Translated fromChinese

本发明为一种超声切割止血刀用刀杆。其主体为刀杆，所述刀杆分为替换部和固定部，所述替换部和固定部为拆合连接。较之前技术而言，本发明的有益效果为：(1)刀杆的替换部和固定部为拆分结构，能够分开生产，结构简单，制造方便，适合大批量生产；(2)刀杆的替换部为一次性使用，刀头的其它部件能够重复消毒使用，减少医患负担；(3)刀杆的替换部和固定部为拆分结构，能够提高术中的灵活更换。

The present invention is a cutter bar for ultrasonic cutting hemostatic knife. The main body is a cutter bar, and the cutter bar is divided into a replacement part and a fixed part, and the replacement part and the fixed part are disassembled and connected. Compared with the prior art, the beneficial effects of the present invention are: (1) the replacement part and the fixed part of the tool bar are split structures, which can be produced separately, with simple structure, convenient manufacturing, and suitable for mass production; The replacement part is for one-time use, and other parts of the cutter head can be repeatedly sterilized and used to reduce the burden on doctors and patients; (3) The replacement part and the fixed part of the cutter bar are split structures, which can improve the flexible replacement during surgery.

Description

Cutter bar for ultrasonic cutting hemostatic cutter

Technical Field

The invention relates to the field of medical instruments, in particular to a cutter bar for an ultrasonic cutting hemostatic cutter.

Background

Ultrasonic surgical devices are capable of performing cutting of tissue and achieving hemostasis by coagulation, thereby completing the cut and sealing of the tissue, advantageously minimizing patient trauma. An ultrasonic surgical device includes an ultrasonic transducer and a tool bit coupled to the ultrasonic transducer, the instrument bit including a distally mounted end effector that can clamp tissue. The end effector is typically coupled to the handle and/or the robotic surgical tool via a knife bar. The blade is acoustically coupled to the transducer via a waveguide extending through the shaft. Ultrasonic surgical devices of this nature can be used for open surgical applications, laparoscopic or endoscopic surgical procedures, including robotic-assisted procedures.

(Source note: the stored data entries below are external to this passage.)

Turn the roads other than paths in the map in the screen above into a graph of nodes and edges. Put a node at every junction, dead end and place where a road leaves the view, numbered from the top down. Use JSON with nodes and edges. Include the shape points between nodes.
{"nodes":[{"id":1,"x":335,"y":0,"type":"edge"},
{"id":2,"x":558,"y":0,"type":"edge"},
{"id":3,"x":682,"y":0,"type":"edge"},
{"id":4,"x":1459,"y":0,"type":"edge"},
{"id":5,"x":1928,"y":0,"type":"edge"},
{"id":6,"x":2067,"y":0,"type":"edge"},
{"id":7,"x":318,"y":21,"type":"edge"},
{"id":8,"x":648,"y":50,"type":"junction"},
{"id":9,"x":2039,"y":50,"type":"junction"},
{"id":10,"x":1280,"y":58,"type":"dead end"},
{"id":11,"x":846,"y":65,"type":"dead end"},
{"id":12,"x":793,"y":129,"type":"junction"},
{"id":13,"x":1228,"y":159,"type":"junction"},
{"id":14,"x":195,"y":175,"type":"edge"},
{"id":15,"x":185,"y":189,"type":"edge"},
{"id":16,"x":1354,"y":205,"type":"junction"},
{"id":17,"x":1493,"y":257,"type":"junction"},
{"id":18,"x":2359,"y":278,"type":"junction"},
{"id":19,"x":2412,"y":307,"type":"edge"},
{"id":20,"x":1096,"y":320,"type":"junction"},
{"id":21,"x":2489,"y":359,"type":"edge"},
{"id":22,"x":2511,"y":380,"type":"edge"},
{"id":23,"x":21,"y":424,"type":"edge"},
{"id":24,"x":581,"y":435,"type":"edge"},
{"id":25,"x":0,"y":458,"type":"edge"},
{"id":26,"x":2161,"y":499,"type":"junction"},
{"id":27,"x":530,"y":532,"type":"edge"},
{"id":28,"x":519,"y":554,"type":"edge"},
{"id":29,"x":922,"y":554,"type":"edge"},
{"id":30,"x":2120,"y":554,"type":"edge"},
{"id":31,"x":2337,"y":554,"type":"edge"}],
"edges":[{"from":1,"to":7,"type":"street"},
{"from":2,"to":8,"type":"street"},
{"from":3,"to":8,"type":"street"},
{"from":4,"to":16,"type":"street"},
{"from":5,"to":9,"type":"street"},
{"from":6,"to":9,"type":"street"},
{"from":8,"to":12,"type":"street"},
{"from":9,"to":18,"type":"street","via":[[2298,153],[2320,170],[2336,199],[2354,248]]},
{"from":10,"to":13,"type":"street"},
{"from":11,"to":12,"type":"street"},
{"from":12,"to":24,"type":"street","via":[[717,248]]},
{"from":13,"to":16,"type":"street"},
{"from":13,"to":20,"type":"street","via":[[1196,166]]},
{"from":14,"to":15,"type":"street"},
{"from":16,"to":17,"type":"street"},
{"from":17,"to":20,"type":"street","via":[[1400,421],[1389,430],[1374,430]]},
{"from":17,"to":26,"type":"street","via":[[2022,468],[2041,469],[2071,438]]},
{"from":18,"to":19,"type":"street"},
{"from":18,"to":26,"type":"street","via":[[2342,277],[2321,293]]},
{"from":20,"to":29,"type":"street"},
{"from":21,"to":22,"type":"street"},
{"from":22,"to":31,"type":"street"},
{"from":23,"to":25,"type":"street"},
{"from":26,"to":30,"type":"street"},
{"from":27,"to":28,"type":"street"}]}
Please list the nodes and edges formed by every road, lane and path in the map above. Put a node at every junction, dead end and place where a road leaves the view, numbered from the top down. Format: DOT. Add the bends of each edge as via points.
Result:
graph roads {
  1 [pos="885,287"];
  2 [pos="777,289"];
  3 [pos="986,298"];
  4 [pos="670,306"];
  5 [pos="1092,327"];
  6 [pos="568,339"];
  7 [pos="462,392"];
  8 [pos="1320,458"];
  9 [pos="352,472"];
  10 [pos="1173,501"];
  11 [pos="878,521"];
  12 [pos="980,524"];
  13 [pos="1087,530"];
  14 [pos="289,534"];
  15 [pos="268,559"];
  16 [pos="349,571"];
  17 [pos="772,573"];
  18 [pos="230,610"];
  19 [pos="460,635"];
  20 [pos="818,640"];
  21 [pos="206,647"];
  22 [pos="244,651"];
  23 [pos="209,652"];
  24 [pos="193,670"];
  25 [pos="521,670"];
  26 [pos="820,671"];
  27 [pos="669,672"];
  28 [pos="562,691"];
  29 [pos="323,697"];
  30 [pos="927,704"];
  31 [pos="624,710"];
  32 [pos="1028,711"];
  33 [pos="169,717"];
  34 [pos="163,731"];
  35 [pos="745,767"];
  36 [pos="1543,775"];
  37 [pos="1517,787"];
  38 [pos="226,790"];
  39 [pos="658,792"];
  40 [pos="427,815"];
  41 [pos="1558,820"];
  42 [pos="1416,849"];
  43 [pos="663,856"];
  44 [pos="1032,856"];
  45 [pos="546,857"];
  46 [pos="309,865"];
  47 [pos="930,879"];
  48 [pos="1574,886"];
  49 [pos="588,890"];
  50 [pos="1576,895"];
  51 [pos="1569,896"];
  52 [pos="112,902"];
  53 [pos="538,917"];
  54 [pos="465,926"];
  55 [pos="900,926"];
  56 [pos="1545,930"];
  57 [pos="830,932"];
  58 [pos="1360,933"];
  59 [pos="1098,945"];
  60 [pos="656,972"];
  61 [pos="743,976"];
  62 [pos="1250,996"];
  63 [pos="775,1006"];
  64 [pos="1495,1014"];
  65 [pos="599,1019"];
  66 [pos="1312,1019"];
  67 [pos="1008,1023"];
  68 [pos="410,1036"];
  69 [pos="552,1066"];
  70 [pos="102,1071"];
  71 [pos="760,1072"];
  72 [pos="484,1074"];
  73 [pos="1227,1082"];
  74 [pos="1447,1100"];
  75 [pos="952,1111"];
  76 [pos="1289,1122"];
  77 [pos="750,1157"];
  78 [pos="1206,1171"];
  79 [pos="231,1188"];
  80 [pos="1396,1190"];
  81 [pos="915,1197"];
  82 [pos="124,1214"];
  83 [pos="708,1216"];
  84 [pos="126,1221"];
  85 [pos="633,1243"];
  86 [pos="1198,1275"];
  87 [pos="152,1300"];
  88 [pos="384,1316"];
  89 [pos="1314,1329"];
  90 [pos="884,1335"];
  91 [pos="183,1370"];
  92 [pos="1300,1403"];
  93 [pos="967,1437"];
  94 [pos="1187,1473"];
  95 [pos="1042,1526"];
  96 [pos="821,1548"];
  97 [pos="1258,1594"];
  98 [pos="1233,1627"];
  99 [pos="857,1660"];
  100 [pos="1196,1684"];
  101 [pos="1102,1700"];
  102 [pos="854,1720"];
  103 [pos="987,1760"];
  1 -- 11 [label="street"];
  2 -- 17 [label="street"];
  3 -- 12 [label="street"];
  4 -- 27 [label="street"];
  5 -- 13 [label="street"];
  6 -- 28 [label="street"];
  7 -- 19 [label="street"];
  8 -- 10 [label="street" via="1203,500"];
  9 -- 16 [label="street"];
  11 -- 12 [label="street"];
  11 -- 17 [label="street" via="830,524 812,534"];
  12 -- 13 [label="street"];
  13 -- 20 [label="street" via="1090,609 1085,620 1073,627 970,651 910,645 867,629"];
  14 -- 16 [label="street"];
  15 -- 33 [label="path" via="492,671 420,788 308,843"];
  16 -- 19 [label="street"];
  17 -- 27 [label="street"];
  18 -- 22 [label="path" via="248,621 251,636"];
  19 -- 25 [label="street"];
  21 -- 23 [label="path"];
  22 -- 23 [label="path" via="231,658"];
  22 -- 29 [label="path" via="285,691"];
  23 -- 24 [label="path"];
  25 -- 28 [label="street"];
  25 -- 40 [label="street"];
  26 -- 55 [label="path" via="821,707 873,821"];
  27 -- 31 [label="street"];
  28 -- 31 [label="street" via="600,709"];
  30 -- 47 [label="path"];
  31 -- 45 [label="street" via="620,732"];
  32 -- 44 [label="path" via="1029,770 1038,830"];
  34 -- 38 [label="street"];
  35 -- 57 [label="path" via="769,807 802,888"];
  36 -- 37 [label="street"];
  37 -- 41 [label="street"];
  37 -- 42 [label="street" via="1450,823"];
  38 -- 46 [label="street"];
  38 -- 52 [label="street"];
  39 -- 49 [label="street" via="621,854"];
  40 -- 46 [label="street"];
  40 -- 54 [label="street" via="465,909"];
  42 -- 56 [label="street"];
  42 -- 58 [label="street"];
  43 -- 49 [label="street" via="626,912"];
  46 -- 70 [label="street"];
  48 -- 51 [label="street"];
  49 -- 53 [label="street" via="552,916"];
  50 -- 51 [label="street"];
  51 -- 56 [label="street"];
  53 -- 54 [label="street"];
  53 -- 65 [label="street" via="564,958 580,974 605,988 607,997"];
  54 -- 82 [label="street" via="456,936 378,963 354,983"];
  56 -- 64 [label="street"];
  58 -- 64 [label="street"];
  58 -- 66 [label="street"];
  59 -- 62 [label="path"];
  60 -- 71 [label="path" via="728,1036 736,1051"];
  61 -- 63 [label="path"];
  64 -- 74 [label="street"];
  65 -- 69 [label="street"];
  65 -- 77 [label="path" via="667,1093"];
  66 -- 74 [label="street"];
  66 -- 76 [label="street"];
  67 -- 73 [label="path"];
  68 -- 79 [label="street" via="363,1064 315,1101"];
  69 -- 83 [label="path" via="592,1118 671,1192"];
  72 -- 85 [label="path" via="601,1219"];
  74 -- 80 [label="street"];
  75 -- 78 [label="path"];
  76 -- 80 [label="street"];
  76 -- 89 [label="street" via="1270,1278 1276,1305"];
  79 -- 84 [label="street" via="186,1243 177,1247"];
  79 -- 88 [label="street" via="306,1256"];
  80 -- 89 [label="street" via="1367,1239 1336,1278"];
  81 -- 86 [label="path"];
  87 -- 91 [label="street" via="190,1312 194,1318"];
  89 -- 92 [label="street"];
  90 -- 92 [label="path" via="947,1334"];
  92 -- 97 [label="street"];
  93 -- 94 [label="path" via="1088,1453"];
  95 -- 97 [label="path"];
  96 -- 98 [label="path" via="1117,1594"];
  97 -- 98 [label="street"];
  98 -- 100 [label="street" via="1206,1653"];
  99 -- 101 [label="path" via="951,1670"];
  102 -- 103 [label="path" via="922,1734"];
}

In the prior art, a cutter bar of an ultrasonic cutting hemostatic cutter is generally formed by numerical control machining, and even a bending process is added; in order to meet the coaxiality and performance requirements, multiple clamping is needed, the production efficiency is low, the capacity is limited, and the manufacturing cost is high.

The existing tool bit has the following defects:

1. the curvature of the elbow part of the cutter bar is large, the cutter bar comprises fine features, the processing consistency is poor, and the amplitude output difference is obvious. Meanwhile, due to the problems of materials or processing technology, the operation is easily interrupted, most of the fracture positions are generated at the bent part of the head of the cutter rod, and the cutter rod cannot be reused, so that waste is caused.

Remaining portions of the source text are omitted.